Frage: "Das Ganze muss sich sicher dann bewähren, wenn sich die Wirtschaft erholt und wenn die Einzelinteressen wieder in den Vordergrung rücken? Man kann befürchten, dass sich bei den Meetings in vier oder fünf Jahren keine zwei Leute über irgendetwas einig sind. Bisher muss man sich ja einigen, oder?"
Parr: "Vielleicht sind diese Leute einfach vernünftiger. FOTA-Treffen verlaufen sehr, sehr gut. Alle Arbeitsgruppen arbeiten wie in der normalen Welt. Ich muss eigentlich sagen, dass manche Teamchefmeetings, bei denen ich war und bei denen Bernie den Vorsitz hatte, weniger gut abgelaufen sind... Aber es ist etwas anderes, denn die FOTA ist eine Gruppe von Leuten, die weitgehend die gleichen Interessen haben."

Frage: "Funktioniert es wie eine Art Aufsichtsrat für die Formel 1?"
Parr: "Es ist wie ein Betriebsratstreffen.
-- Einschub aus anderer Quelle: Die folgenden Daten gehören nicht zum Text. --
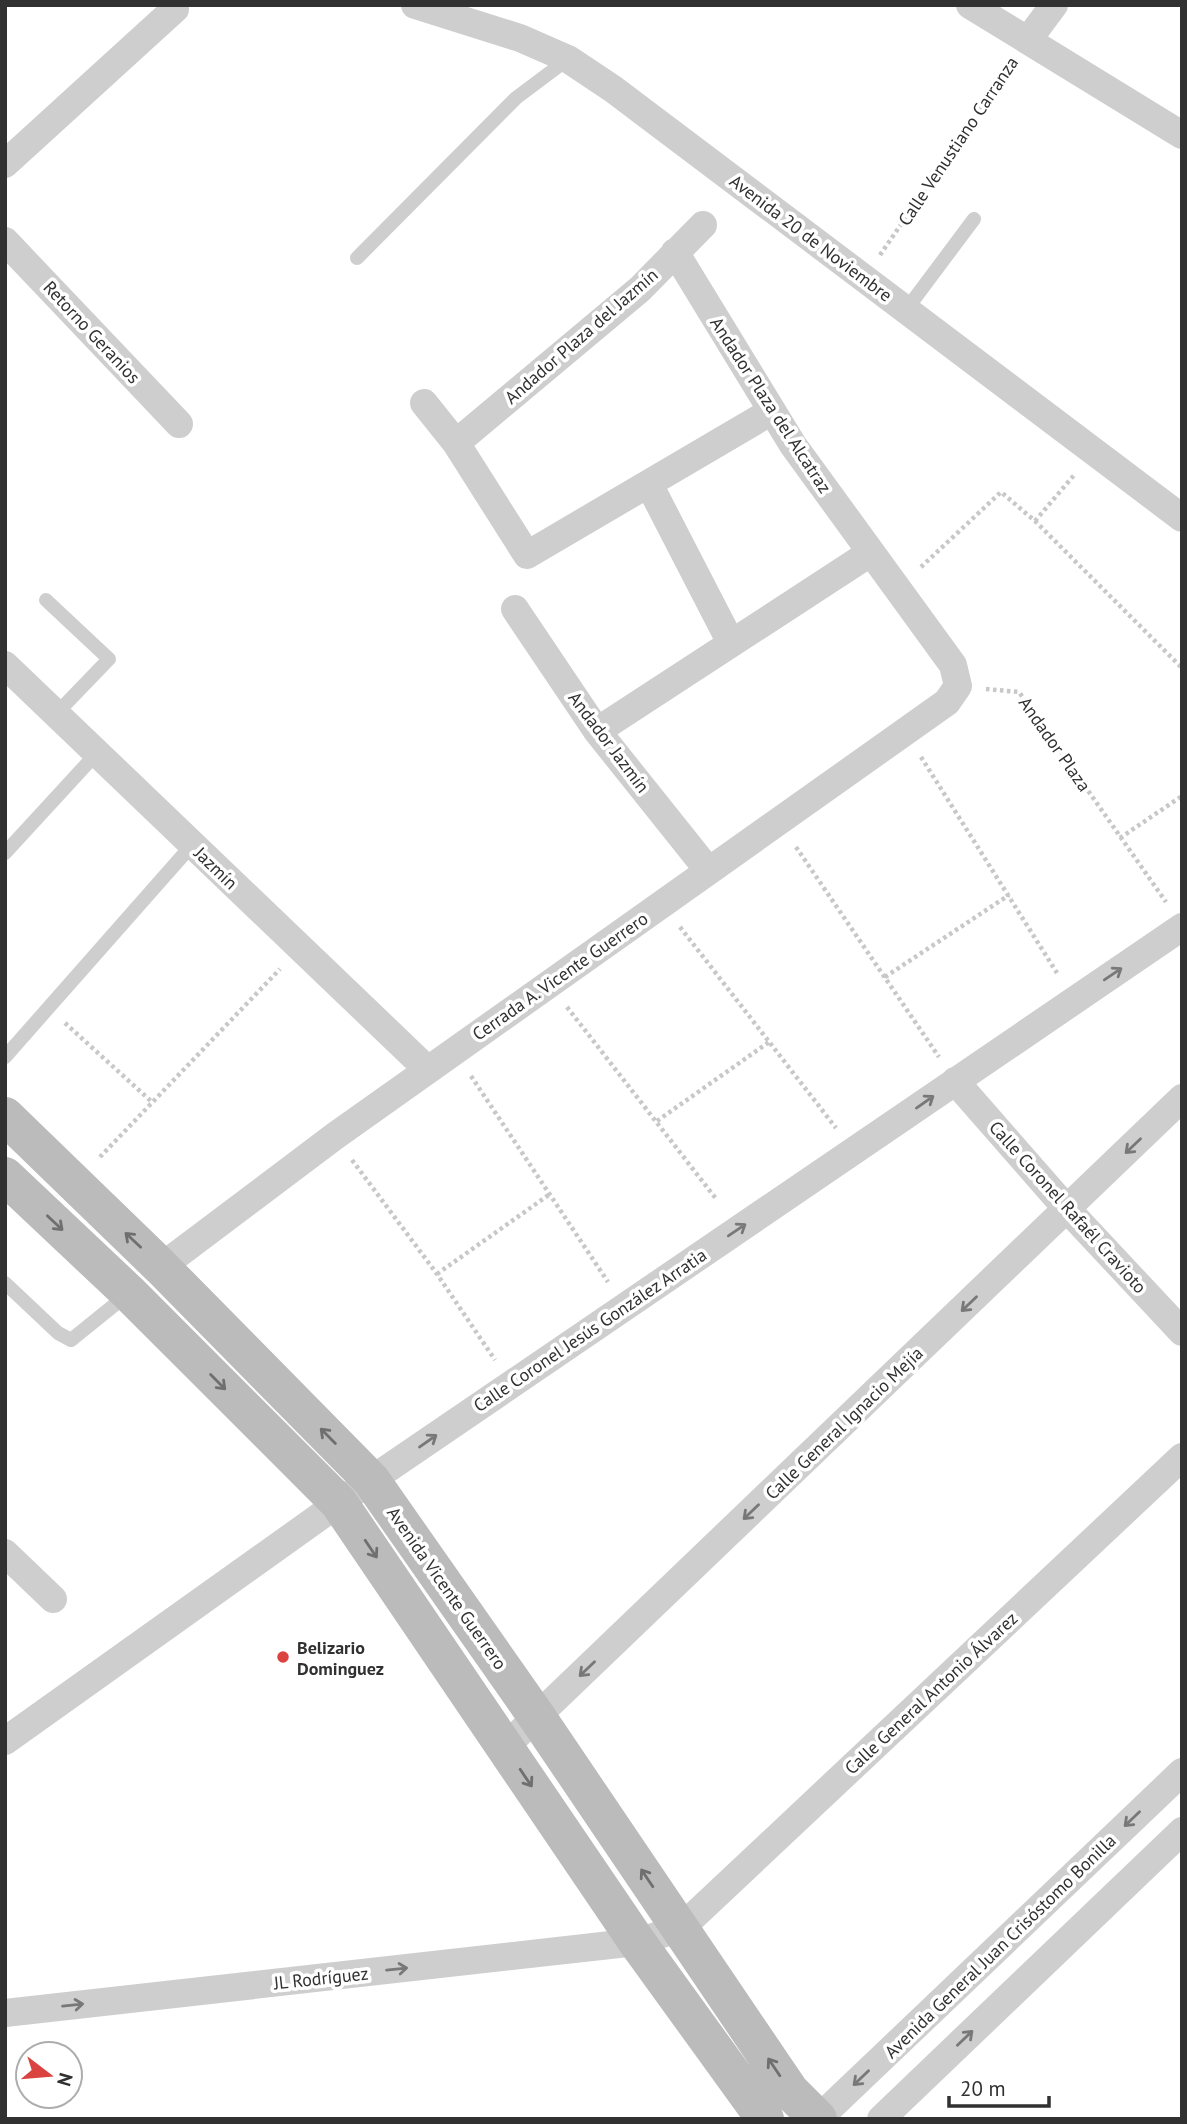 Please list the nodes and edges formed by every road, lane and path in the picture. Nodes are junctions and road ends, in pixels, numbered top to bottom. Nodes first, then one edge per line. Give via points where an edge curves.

Nein, das war nur Spaß. Es ist nicht wirklich ein Aufsichtsrat, es ist eher eine Gruppe von Leuten, die recht eindeutig die gleichen Interessen haben, zusammenkommen und versuchen, sinnvoll zu arbeiten."
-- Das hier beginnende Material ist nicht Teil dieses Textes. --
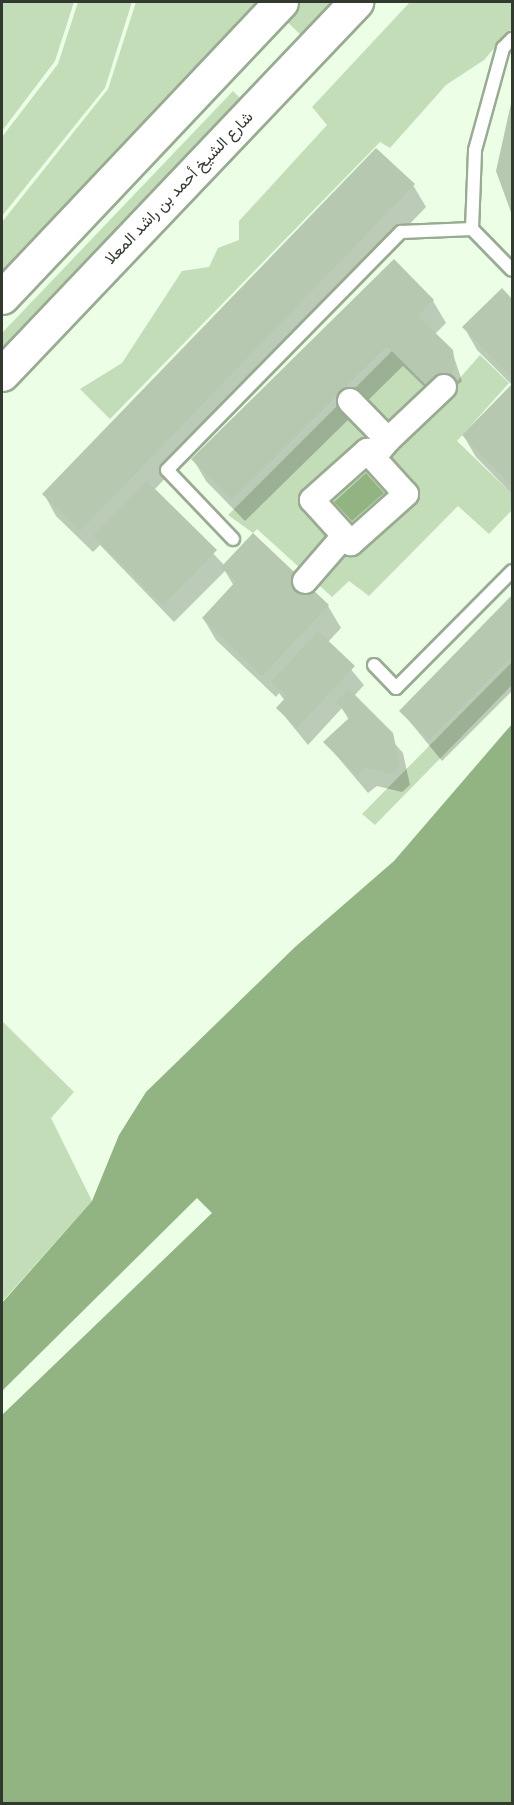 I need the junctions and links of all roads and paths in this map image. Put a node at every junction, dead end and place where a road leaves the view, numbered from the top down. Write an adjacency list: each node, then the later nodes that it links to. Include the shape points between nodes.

Frage: "Thema Superlizenz. Bei euch bezahlt das Team die Gebühr..."
Parr: "Wir nehmen kein Geld von ihnen. Wir zahlen einfach die Gebühren, Punkt. Sie sind bezahlt."

Frage: "Wäre es ein Problem, wenn sie sich dem Protest anschließen würden?"
Parr: "Nein, ich denke, dass sie auf eigenen Füßen stehen, oder? Sie machen das, von dem sie denken, dass es richtig ist und wir reden ihnen da nicht herein."